De manhã não fui buscar agua. Mandei o João carregar. Eu estava contente. Recebi outra intimação. Eu estava inspirada e os versos eram bonitos e eu esqueci de ir na Delegacia. Era 11 horas quando eu recordei do convite do ilustre tenente da 12ª Delegacia.
... O que eu aviso aos pretendentes a politica, é que o povo não tolera a fome. E preciso conhecer a fome para saber descrevê-la.
Estão construindo um circo aqui na Rua Araguaia, Circo Theatro Nilo.
9 de maio.
Eu cato papel, mas não gosto. Então eu penso: Faz de conta que eu estou sonhando.
10 de maio.
Fui na delegacia e falei com o tenente. Que homem amavel! Se eu soubesse que ele era tão amavel, eu teria ido na delegacia na primeira intimação. (...) O tenente interessou-se pela educação dos meus filhos. Disse-me que a favela é um ambiente propenso, que as pessoas tem mais possibilidades de delinquir do que tornar-se util a patria e ao país. Pensei: Se ele sabe disso, porque não faz um relatorio e envia para os politicos? O senhor Janio Quadros, o Kubstchek e o Dr. Adhemar de Barros? Agora falar para mim, que sou uma pobre lixeira. Não posso resolver nem as minhas dificuldades.
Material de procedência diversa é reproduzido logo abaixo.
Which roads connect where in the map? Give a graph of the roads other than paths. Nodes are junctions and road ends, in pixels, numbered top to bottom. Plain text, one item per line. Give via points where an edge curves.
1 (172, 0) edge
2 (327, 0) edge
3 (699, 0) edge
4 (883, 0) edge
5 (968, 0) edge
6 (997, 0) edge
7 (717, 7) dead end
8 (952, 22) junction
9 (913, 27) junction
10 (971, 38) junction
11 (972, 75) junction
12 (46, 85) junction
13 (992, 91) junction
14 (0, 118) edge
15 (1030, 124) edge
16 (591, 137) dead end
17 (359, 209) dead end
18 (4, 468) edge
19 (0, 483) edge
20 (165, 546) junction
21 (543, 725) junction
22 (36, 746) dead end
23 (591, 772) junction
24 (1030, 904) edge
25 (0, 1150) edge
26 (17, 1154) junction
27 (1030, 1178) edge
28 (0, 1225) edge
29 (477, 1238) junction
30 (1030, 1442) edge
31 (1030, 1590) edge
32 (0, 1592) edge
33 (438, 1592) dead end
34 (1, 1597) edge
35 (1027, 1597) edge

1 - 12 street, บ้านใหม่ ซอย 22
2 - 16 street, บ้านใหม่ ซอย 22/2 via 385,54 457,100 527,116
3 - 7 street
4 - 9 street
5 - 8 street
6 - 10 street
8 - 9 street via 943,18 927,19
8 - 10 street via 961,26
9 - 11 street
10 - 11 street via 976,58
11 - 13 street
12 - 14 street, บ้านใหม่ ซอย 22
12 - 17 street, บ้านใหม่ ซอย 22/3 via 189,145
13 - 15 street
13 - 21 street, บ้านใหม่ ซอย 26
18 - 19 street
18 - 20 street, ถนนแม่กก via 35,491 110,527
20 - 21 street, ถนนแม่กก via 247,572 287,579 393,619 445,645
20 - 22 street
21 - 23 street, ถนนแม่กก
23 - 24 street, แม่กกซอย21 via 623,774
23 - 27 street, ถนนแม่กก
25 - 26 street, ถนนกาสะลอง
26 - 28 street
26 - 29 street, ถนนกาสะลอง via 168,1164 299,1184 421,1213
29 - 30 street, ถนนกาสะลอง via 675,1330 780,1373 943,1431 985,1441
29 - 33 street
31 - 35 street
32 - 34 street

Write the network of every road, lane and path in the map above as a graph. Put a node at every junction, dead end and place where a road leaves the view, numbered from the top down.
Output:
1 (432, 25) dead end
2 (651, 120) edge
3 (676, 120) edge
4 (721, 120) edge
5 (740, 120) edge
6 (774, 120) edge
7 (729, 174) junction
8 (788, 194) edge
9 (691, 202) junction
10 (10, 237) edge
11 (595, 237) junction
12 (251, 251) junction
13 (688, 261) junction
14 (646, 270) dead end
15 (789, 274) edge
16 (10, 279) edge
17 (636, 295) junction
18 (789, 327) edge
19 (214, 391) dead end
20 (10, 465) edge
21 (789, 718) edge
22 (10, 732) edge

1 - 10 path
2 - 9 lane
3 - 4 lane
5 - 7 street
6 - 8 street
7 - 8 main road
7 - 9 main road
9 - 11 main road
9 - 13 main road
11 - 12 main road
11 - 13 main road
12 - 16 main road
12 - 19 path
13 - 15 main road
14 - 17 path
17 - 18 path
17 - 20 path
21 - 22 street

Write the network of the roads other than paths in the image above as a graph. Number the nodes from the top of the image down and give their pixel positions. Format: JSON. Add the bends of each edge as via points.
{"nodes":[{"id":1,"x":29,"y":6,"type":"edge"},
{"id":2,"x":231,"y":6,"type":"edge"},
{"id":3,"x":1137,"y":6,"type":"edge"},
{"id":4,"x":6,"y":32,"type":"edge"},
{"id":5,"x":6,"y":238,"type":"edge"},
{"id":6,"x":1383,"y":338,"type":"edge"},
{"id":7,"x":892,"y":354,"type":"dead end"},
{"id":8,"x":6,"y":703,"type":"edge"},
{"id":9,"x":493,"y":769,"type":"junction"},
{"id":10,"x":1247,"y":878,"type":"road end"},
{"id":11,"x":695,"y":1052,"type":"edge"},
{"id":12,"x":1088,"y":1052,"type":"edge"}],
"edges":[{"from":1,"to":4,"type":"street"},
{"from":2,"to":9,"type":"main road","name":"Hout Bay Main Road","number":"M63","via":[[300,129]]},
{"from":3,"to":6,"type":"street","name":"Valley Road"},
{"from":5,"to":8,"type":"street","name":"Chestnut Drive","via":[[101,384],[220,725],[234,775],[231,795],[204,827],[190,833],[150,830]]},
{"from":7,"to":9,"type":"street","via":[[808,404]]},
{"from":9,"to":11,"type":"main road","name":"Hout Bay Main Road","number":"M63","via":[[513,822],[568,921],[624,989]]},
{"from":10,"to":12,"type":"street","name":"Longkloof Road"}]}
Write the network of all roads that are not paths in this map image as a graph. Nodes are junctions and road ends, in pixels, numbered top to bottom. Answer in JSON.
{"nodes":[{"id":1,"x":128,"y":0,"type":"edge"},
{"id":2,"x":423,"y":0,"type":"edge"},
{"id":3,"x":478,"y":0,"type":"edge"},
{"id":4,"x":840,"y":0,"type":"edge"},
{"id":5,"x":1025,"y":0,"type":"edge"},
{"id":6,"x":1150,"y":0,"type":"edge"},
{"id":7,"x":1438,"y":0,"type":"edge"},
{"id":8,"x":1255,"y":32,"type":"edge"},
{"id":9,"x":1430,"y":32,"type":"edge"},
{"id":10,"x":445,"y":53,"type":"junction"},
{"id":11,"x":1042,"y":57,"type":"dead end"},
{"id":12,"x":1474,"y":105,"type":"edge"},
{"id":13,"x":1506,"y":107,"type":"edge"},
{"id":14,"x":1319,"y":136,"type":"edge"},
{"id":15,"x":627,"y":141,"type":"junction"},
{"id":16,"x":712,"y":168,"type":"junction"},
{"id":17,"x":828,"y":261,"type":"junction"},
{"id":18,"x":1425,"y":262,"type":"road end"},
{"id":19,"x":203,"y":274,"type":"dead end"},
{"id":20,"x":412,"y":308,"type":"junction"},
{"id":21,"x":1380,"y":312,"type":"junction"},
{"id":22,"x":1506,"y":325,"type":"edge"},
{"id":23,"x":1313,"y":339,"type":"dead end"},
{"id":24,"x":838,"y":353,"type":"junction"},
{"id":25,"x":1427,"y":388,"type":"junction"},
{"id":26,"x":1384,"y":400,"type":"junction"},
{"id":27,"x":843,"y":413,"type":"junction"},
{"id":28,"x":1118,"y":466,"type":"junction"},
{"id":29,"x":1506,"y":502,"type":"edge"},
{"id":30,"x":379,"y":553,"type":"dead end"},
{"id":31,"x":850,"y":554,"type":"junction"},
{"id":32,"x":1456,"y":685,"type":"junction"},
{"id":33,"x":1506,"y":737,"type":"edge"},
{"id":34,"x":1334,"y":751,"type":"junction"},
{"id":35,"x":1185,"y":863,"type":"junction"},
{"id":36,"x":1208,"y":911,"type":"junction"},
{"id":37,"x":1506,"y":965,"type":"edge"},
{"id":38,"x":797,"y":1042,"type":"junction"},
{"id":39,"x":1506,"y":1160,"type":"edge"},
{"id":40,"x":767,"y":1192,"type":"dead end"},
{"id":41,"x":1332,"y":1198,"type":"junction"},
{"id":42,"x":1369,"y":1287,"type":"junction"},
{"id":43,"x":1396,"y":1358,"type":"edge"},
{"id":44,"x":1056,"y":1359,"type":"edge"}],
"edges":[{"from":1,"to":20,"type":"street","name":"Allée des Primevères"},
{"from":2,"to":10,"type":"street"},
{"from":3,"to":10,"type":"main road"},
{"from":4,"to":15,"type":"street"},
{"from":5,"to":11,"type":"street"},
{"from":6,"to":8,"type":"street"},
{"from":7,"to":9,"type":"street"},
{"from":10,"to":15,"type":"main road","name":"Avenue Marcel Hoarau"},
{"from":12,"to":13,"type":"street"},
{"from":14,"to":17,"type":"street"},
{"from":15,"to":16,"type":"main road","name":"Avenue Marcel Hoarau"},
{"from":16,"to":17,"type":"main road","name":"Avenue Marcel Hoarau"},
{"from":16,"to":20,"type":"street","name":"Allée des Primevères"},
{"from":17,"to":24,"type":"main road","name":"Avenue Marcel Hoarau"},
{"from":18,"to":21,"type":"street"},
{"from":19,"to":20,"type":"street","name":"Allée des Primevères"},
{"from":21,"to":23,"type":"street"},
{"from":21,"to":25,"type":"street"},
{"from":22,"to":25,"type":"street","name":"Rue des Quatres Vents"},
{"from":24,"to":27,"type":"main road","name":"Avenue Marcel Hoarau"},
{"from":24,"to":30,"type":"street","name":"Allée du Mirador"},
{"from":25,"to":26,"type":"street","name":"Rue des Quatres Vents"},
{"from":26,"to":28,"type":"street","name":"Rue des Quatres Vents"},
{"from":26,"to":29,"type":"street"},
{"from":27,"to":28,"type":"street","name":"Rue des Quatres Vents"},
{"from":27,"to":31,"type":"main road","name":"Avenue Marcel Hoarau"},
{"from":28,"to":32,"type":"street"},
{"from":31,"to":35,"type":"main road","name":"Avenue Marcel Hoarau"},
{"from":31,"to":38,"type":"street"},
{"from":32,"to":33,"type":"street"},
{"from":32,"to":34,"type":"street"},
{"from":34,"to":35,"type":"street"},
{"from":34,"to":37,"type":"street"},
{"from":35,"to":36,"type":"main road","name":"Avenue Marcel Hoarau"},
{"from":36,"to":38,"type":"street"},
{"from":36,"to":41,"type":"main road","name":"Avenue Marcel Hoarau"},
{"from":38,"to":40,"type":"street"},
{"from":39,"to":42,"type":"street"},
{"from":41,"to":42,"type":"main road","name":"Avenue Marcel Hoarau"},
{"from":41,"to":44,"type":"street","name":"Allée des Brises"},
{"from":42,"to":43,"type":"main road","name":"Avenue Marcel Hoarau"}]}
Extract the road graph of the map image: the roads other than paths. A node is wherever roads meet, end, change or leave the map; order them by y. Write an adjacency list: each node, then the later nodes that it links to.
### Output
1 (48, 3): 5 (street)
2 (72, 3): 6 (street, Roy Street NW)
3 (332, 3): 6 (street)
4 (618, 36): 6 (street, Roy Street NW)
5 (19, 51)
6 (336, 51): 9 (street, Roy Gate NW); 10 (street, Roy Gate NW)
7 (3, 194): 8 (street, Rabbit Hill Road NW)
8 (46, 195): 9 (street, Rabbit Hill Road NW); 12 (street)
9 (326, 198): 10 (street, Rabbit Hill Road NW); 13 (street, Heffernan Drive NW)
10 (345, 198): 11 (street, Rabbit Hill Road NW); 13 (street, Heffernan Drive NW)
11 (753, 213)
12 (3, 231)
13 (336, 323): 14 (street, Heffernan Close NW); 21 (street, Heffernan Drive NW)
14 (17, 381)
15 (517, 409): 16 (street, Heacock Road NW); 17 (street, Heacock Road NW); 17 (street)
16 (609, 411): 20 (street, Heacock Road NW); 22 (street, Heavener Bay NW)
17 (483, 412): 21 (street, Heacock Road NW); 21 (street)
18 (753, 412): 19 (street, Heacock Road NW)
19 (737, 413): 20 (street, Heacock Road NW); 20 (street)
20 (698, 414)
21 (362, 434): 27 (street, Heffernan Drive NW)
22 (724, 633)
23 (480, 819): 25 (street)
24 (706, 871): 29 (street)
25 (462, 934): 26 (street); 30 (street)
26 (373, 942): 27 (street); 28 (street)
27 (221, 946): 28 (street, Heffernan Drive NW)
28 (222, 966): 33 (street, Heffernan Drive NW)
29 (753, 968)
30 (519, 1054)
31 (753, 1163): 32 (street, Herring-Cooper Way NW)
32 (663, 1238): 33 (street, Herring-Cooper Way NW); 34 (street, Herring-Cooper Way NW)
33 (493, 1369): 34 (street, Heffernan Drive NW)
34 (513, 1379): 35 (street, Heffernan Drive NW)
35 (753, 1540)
... O Brasil precisa ser dirigido por uma pessoa que já passou fome. A fome também é professora.
Quem passa fome aprende a pensar no proximo, e nas crianças.
11 de maio.
Dia das Mães. O céu está azul e branco. Parece que até a Natureza quer homenagear as mães que atualmente se sentem infeliz por não realisar os desejos dos seus filhos.
... O sol vai galgando. Hoje não vai chover. Hoje é o nosso dia.
... A D. Teresinha veio visitar-me. Ela deu-me 15 cruzeiros. Disse-me que era para a Vera ir no circo. Mas eu vou
... Ontem eu ganhei metade de uma cabeça de porco no Frigorifico. Comemos a carne e guardei os ossos. E hoje puis os ossos para ferver. E com o caldo fiz as batatas. Os meus filhos estão sempre com fome. Quando eles passam muita fome eles não são exigentes no paladar.
... Surgiu a noite. As estrelas estão ocultas. O barraco está cheio de pernilongos. Eu vou acender uma folha de jornal e passar pelas paredes. É assim que os favelados matam mosquitos.
DE JESUS, Carolina Maria. Quarto de despejo. Diário de uma favelada. São Paulo: Ática, 2007, p.29-31.
Nota dos editores:
Esta edição respeita fielmente a linguagem da autora, que muitas vezes contraria a gramática, mas que por isso mesmo traduz com realismo a forma de o povo enxergar e expressar seu mundo.
a) Determine o estilo de época do Texto 3, justificando a sua resposta.
b) A partir da leitura do Texto 4, comente a relevância do livro “Quarto de despejo”, de Carolina Maria de Jesus, como uma narrativa que reforça a tendência neorrealista no panorama da literatura brasileira contemporânea.